Thursday, July 8, 2010
Last week, a friend responded to what I thought was a rather innocuous statement about wanting the country to "go a little faster" with what I thought was a reactionary, alarmist, tea bagger/Ayn Randian diatribe. This was a shock, to say the least, and judging by how much I've thought about it and replayed it, the whole exchange has me troubled.
My friend wept for me because I sound like I advocate revolution. I don't want an individualistic democracy where citizens pull themselves up by their bootstraps - I want socialism, she said. After all, progressives are really socialists. I want a dictator and loss of freedom. She asked me to explain myself. She wrote, I see the danger you don't see.
Normally I would have discounted such a reply. I would play it off to ignorance and fear. But me and her, we've known each other since our freshman years of high school, I've vacationed with her and her family, and I know she's smart and reasonable. I couldn't discard the reply.

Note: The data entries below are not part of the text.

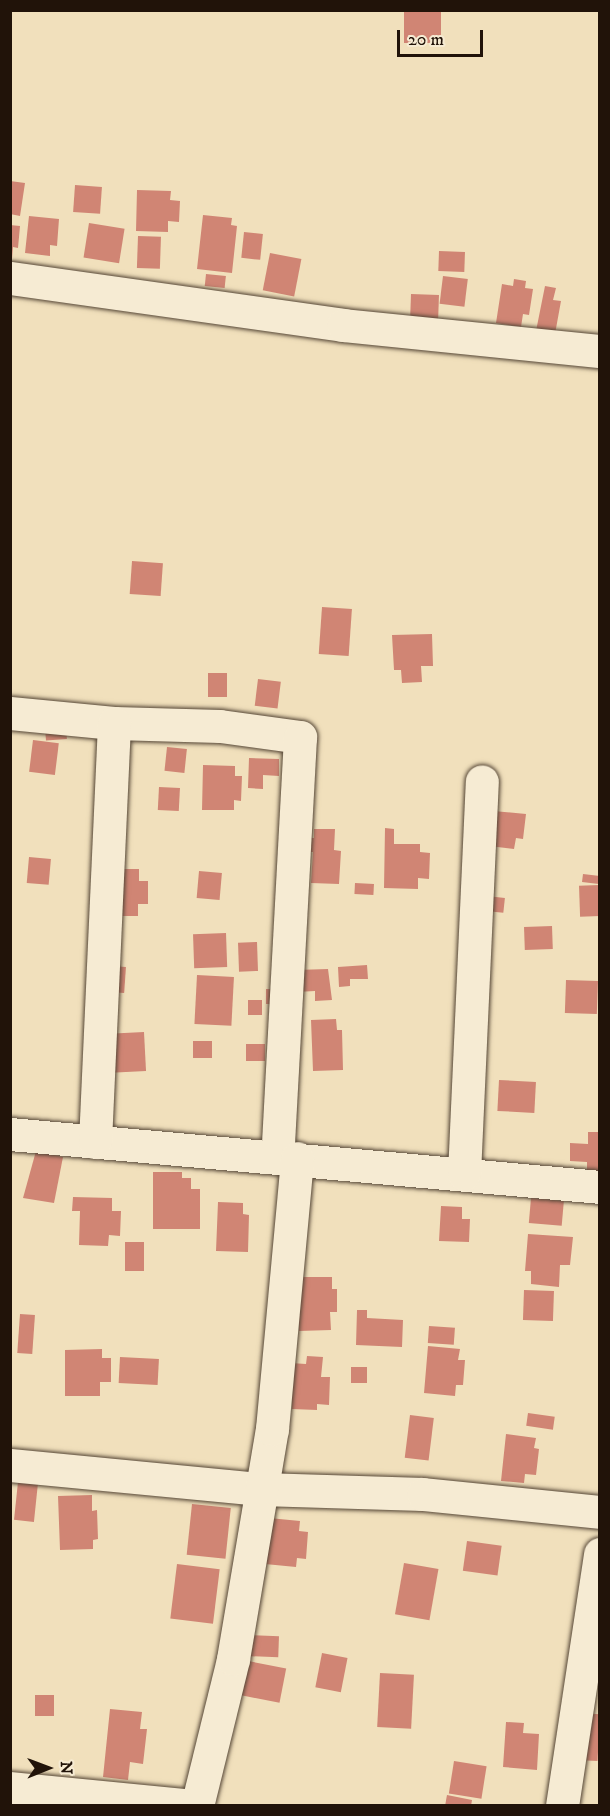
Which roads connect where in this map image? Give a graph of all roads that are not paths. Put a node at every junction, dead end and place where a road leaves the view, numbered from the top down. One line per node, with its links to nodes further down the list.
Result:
1 (10, 278): 2 (street)
2 (600, 351)
3 (10, 713): 4 (street)
4 (114, 723): 7 (street); 8 (street)
5 (482, 781): 9 (street)
6 (10, 1134): 7 (street)
7 (95, 1142): 8 (street)
8 (287, 1157): 9 (street); 12 (street)
9 (464, 1174): 10 (street)
10 (600, 1187)
11 (10, 1465): 12 (street)
12 (261, 1489): 13 (street); 17 (street)
13 (600, 1512)
14 (600, 1554): 18 (street)
15 (10, 1788): 16 (street)
16 (192, 1806)
17 (197, 1806)
18 (562, 1806)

I told her that I'm not calling for revolution. There's an on-going debate over the role the government plays in our lives, and it's the push and pull between the two sides that allows our country to change, adapt, and correct itself. I may not always like the direction it's going, but this is why we have elections. I thought this was a reasonable and even simplistic remark, but even this came off as radical.
This was not just a political debate between friends; rather, it illustrates one of the biggest problems our country seems to have--despite so much common ground and common goals between us, two distinct world views divide us. And because of the corrupting influences of money and power, our leaders are unwilling or impotent to bridge that gap.